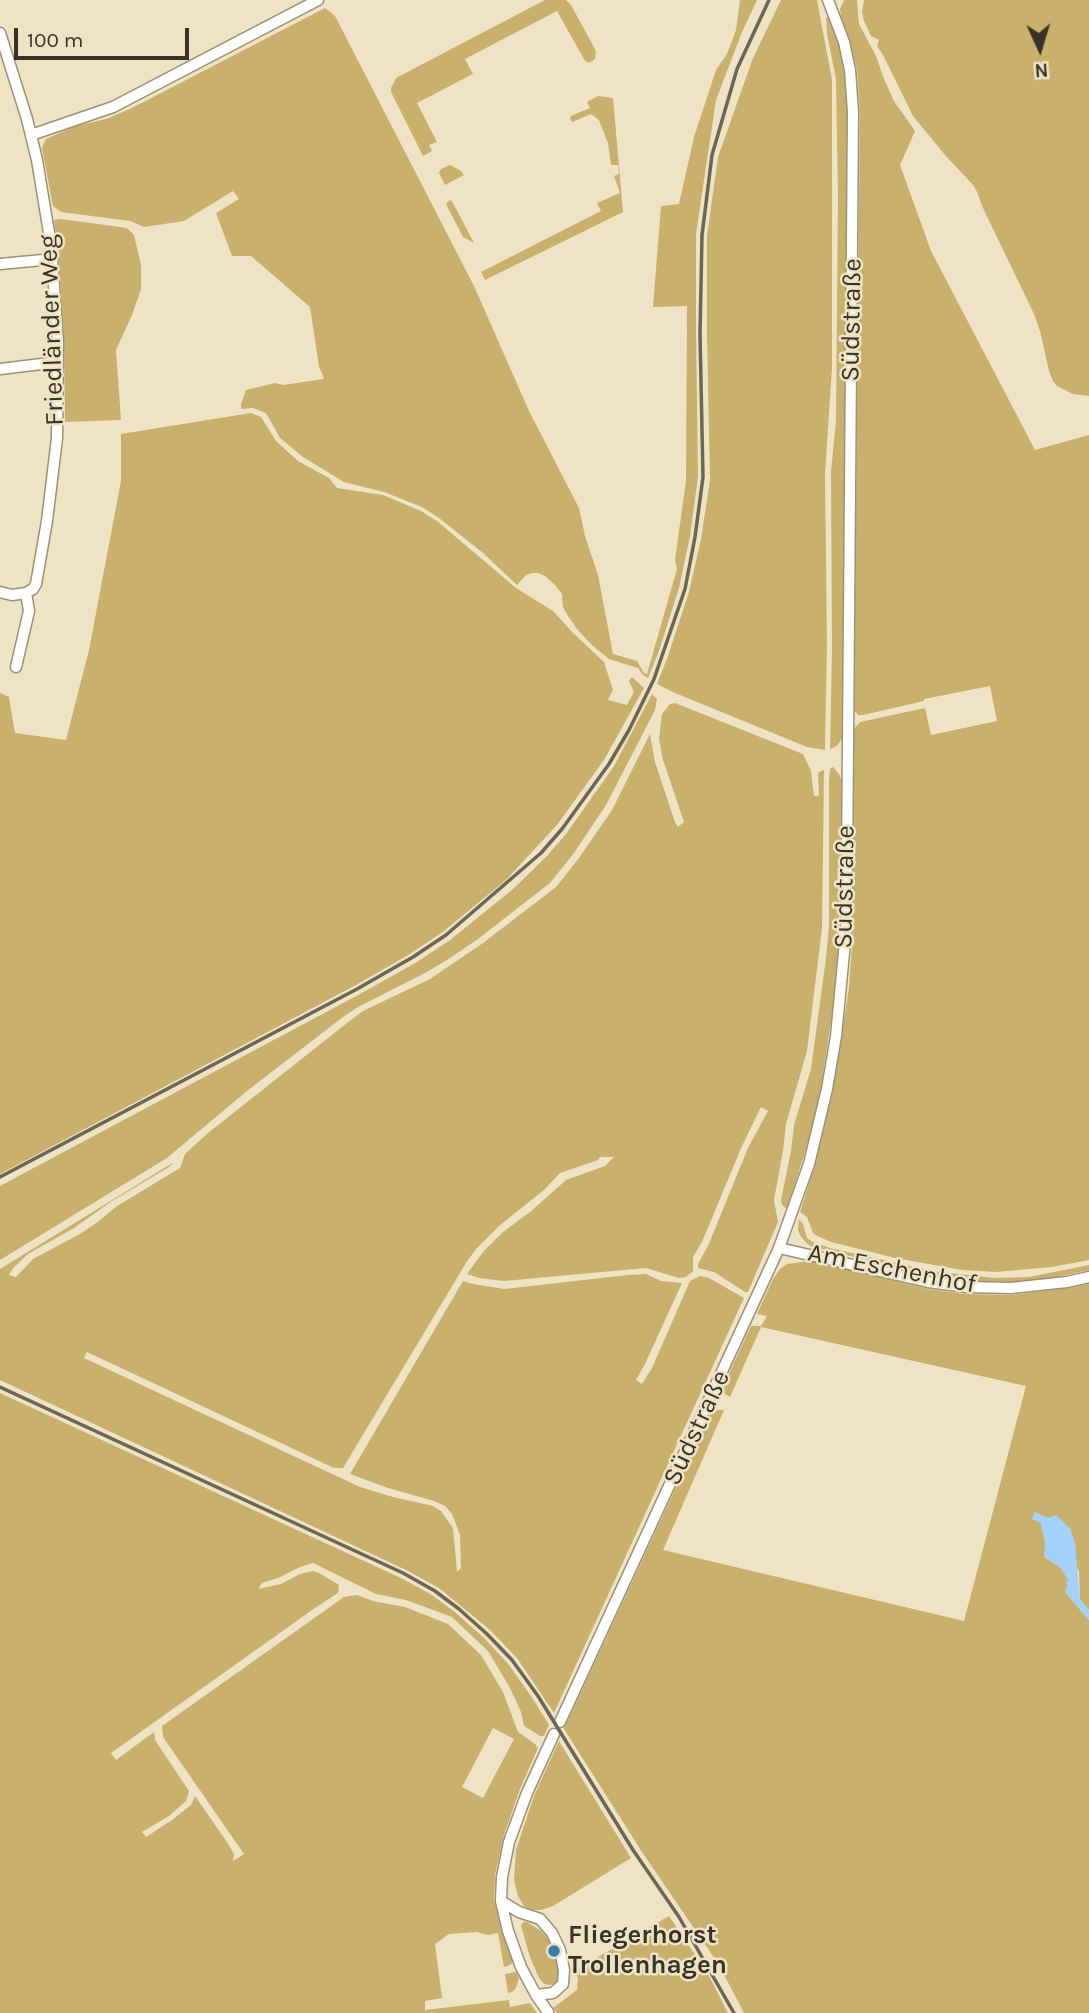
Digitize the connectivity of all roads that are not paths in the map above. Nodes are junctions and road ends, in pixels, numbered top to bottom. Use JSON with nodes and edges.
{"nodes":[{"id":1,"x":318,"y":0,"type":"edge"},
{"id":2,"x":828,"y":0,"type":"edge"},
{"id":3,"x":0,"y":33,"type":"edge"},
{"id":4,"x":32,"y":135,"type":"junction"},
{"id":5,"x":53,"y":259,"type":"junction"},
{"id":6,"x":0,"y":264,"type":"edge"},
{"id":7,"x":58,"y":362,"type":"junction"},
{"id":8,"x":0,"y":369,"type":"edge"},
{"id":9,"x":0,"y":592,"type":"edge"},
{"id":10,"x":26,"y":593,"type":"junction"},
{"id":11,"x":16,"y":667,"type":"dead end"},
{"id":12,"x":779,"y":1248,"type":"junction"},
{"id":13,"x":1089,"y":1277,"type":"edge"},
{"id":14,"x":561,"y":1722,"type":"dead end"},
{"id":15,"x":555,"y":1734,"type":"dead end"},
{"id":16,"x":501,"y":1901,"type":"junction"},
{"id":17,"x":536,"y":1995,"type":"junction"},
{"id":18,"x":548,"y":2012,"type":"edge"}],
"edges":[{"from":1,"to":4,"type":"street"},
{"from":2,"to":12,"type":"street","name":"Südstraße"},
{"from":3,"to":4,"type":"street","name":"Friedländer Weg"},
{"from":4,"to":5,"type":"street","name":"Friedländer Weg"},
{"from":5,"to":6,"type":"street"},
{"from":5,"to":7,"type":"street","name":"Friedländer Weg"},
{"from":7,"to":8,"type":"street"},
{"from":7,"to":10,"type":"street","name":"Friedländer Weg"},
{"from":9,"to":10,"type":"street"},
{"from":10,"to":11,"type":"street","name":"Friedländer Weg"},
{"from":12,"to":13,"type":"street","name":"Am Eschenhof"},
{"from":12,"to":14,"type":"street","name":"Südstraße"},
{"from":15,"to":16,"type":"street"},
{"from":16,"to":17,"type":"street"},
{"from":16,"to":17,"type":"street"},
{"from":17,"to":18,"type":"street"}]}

> What is required:
Look through the listing, and copy each line in which the string "name" turns up.

> Solution to the exercise:
{"from":2,"to":12,"type":"street","name":"Südstraße"},
{"from":3,"to":4,"type":"street","name":"Friedländer Weg"},
{"from":4,"to":5,"type":"street","name":"Friedländer Weg"},
{"from":5,"to":7,"type":"street","name":"Friedländer Weg"},
{"from":7,"to":10,"type":"street","name":"Friedländer Weg"},
{"from":10,"to":11,"type":"street","name":"Friedländer Weg"},
{"from":12,"to":13,"type":"street","name":"Am Eschenhof"},
{"from":12,"to":14,"type":"street","name":"Südstraße"},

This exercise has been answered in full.